Alabaster’s Ink Well promotes cross-cultural missions, creativity, and spiritual and emotional wellness.  Alabaster’s provides a sample directory for world outreach, resources for spiritual and emotional encouragement, a marketplace for artists and authors, and a registry of reputable businesses, services, and tutors with integrity. 

Alabaster’s is dedicated to the glory of God and to the people He has made.  The beauty, truth, and imagination flowing from the writings, crafts, visual and musical arts, and businesses originate from God, the source of all goodness, love, holiness, salvation, wisdom, provision, and power.  He is the one who blesses all.  The business and its offerings aim to return glory to Him, the provider of all good gifts.

Alabaster’s also purposes to increase the shalom of people.  Opportunities to discover truth and reflections of natural and spiritual beauty help make well the soul.  Engaging in truth, beauty, and creativity offered here nurtures human flourishing.  Alabaster’s Ink Well is a well of refreshment, a fresh breeze, an updraft, a dawn of a hopeful new day.

All offerings and listings are chosen to align explicitly or implicitly or be neutral to Alabaster’s mission and faith statements.  Each customer is responsible to research business and mission referrals.

“For I know the plans I have for you, declares the Lord, plans for welfare and not for evil, to give you a future and a hope.” (Jeremiah 29:11)

Philosophy: The Power of Truth, Beauty, and Imagination

Alabaster’s Ink Well: Arts and Inkspirations is a showcase of created works and talents of those who notice beauty and truth in the world and use their imaginations to better it.  Alabaster’s aids the participant to glorify God and to minister to others productively through creativity in the arts, business, and compassionate callings.

Our logo is an alabaster jar with the colors of the Ukraine. The name “Alabaster’s” reminds us to respond to God with all our hearts.  Scripture provides accounts of two different women who broke their most precious possessions, their alabaster jars, to minister to Jesus. *  The alabaster containers held expensive nard that represented their future security.  These women devoted themselves and their futures completely to God. 

The “well” in the name Alabaster’s is a modern day well in remembrance of the Samaritan woman who came to a desert well at noon in the scorching heat of the day.  We are in the business of welcoming thirsty people to the well through our products, resources, and communities.

The streams of beauty, truth, and imagination are three streams that feed Alabaster’s well. Beauty in artistic expression can captivate our hearts through the imagination.  When William Wilberforce desired to persuade the English that slavery was evil, he first engaged Hannah More, a poet, to begin to soften hearts about slavery through the beauty of her poetry.  She brought the people to understand truth through beauty and imagination. The Oxford dictionary defines imagination as “the faculty of action of forming new ideas, or images or concepts of external objects not present to the senses.”[1]

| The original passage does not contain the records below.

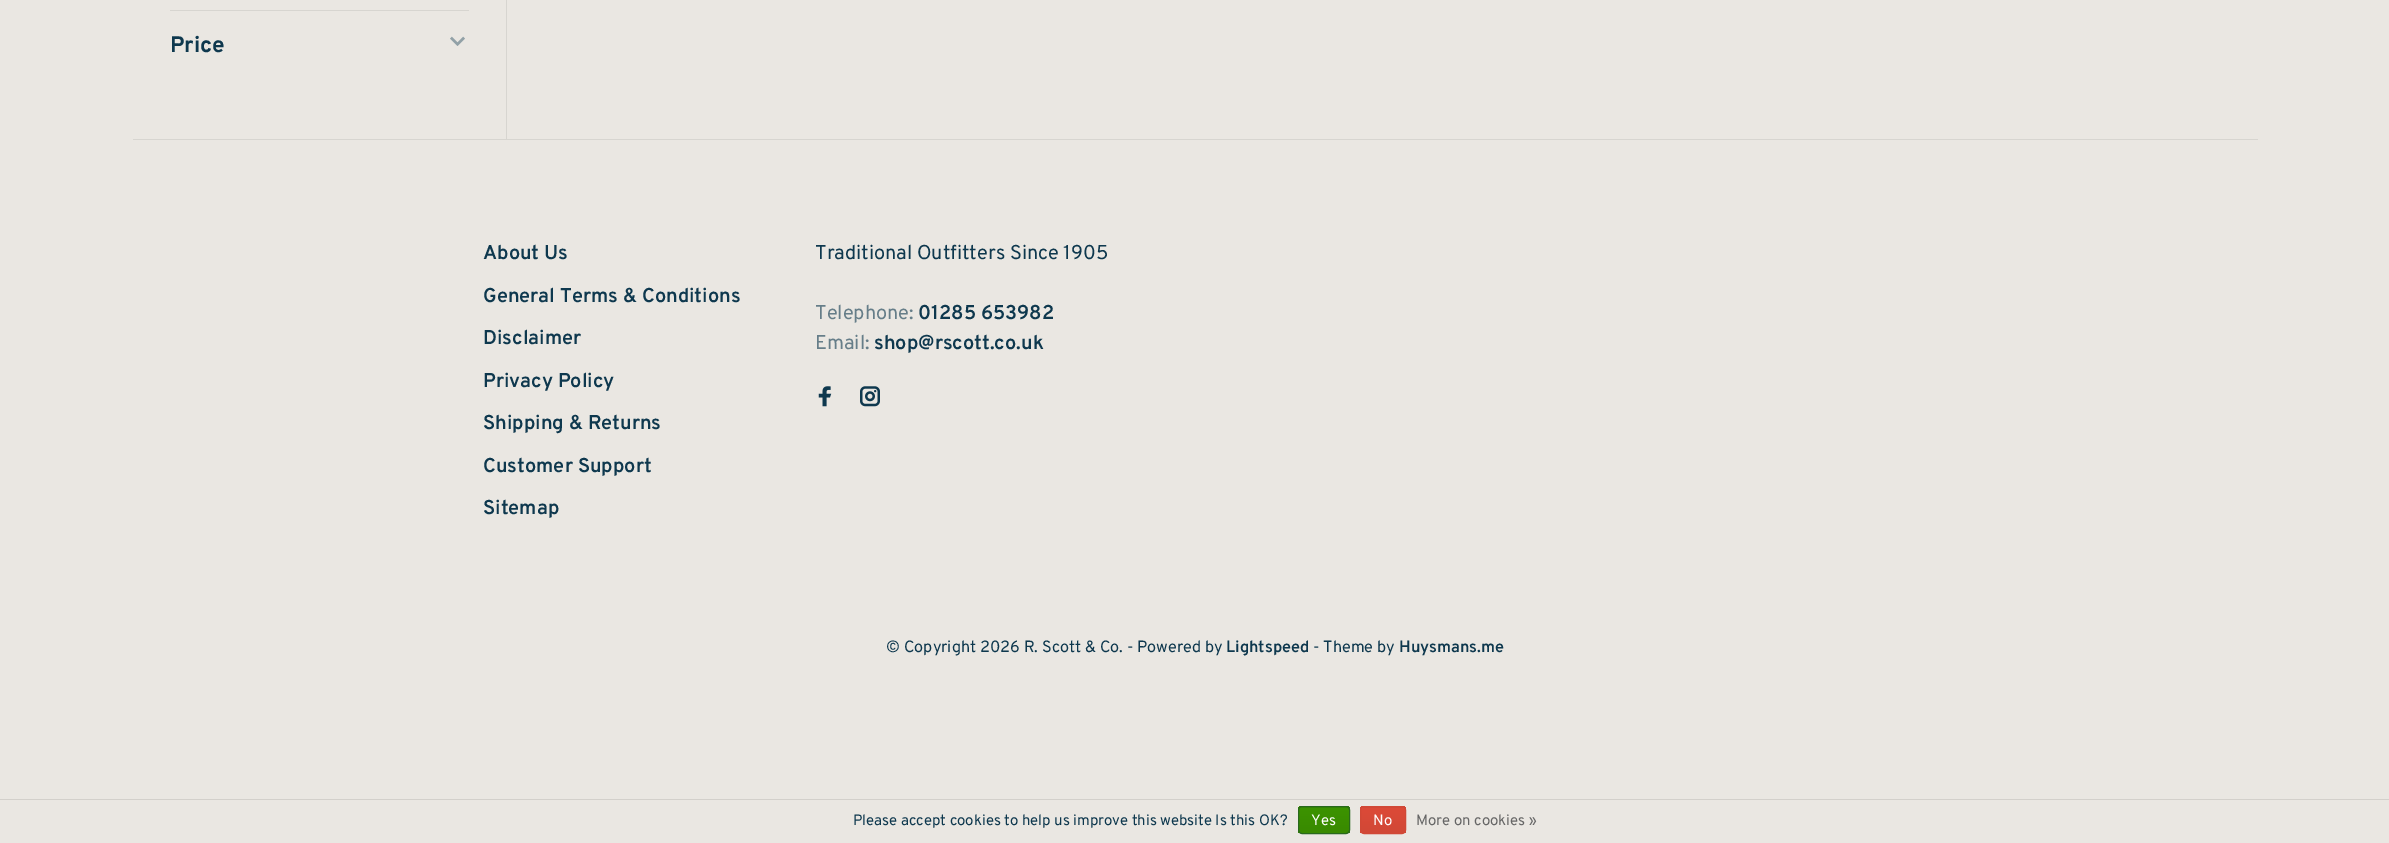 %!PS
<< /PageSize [2389 843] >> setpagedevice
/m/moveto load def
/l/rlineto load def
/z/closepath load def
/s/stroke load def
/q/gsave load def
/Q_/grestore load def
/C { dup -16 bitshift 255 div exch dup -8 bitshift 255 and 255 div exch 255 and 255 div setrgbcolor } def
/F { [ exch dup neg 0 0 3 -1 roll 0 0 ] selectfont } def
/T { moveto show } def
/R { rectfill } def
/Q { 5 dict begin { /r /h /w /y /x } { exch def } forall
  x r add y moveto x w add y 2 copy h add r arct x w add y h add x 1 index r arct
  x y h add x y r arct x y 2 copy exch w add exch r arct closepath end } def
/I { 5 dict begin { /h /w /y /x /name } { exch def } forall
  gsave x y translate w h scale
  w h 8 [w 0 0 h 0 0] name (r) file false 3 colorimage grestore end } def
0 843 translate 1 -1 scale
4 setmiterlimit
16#EAE7E2 C
0 0 2389 843 R
16#D7D5D0 C
133 139 2125 1 R
506 0 1 139 R
170 10 299 1 R
/Overpass-Bold 22.5 F
16#0E384E C
(Price) 170 52 T
(1.rgb) 450 36 15 10 I
/Overpass-SemiBold 20 F
(About Us) 483 259 T
(General Terms & Conditions) 483 302 T
(Disclaimer) 483 344 T
(Privacy Policy) 483 387 T
(Shipping & Returns) 483 429 T
(Customer Support) 483 472 T
(Sitemap) 483 514 T
/Overpass-Regular 20 F
(Traditional Outfitters Since 1905) 815 259 T
16#667E89 C
(Telephone:) 815 319 T
/Overpass-SemiBold 20 F
16#0E384E C
(01285 653982) 918 319 T
/Overpass-Regular 20 F
16#667E89 C
(Email:) 815 349 T
/Overpass-SemiBold 20 F
16#0E384E C
(shop@rscott.co.uk) 874 349 T
(2.rgb) 818 386 14 21 I
(3.rgb) 860 386 20 21 I
/Overpass-Regular 16.25 F
(© Copyright 2026 R. Scott & Co. - Powered by) 886 652 T
/Overpass-SemiBold 16.25 F
(Lightspeed) 1226 652 T
/Overpass-Regular 16.25 F
(- Theme by) 1313 652 T
/Overpass-SemiBold 16.25 F
(Huysmans.me) 1399 652 T
16#D3D0CB C
0 799 2389 1 R
/Overpass-Regular 15 F
16#0E384E C
(Please accept cookies to help us improve this website Is this OK?) 853 825 T
q
1298 806 52 28 4 Q clip newpath
q 1298 806 m 52 0 l 0 2 l -52 0 l z clip newpath
<< /ShadingType 2 /ColorSpace /DeviceRGB /Coords [1324 783 1324 808] /Extend [true true] /Function << /FunctionType 2 /Domain [0 1] /C0 [.235 .576 0] /C1 [.224 .541 0] /N 1 >> >> shfill Q_
q 1298 808 m 52 0 l 0 25 l -52 0 l z clip newpath
<< /ShadingType 2 /ColorSpace /DeviceRGB /Coords [1324 808 1324 833] /Extend [true true] /Function << /FunctionType 2 /Domain [0 1] /C0 [.235 .576 0] /C1 [.224 .541 0] /N 1 >> >> shfill Q_
Q_
16#29691D C
1298.5 806.5 51 27 3.5 Q s
16#FFFFFF C
(Yes) 1311 825 T
q
1360 806 46 28 4 Q clip newpath
q 1360 806 m 46 0 l 0 2 l -46 0 l z clip newpath
<< /ShadingType 2 /ColorSpace /DeviceRGB /Coords [1383 783 1383 808] /Extend [true true] /Function << /FunctionType 2 /Domain [0 1] /C0 [.863 .29 .22] /C1 [.82 .282 .212] /N 1 >> >> shfill Q_
q 1360 808 m 46 0 l 0 25 l -46 0 l z clip newpath
<< /ShadingType 2 /ColorSpace /DeviceRGB /Coords [1383 808 1383 833] /Extend [true true] /Function << /FunctionType 2 /Domain [0 1] /C0 [.863 .29 .22] /C1 [.82 .282 .212] /N 1 >> >> shfill Q_
Q_
16#D14836 C
1360.5 806.5 45 27 3.5 Q s
16#FFFFFF C
(No) 1373 825 T
16#666666 C
(More on cookies ») 1416 825 T
showpage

Makoto Fujimura explains that God is the Artist before He is God the lecturer.[2]  Visual arts and music transcend the limitations of the logical mind. Alabaster’s radiates firelight impressions of truth, beauty, and imagination The impressions can either be explicit or implicit from believers and unbelievers.  These discoveries bring starflight or upward lift in life.  Art reaches into the spirit and soul in languages without words the beholder comprehends but may not be able to logically articulate.  In Who Is This Man?, John Ortberg writes, “…the arts can invite our hearts as well as our minds into a deeper reality…Artists, like saints, depend on a visitation from beyond themselves. Art is the language of inspiration, the signal of transcendence.”[3]  As at Pentecost, the birthday of the church when peoples of many languages heard revelation of God in their own languages, a heart may receive an insight or comfort through the arts in “its own language.” The heart may then find new creation, restoration, revival. Artists or authors plant flowers or even lush gardens in hearts that may otherwise be empty pots. 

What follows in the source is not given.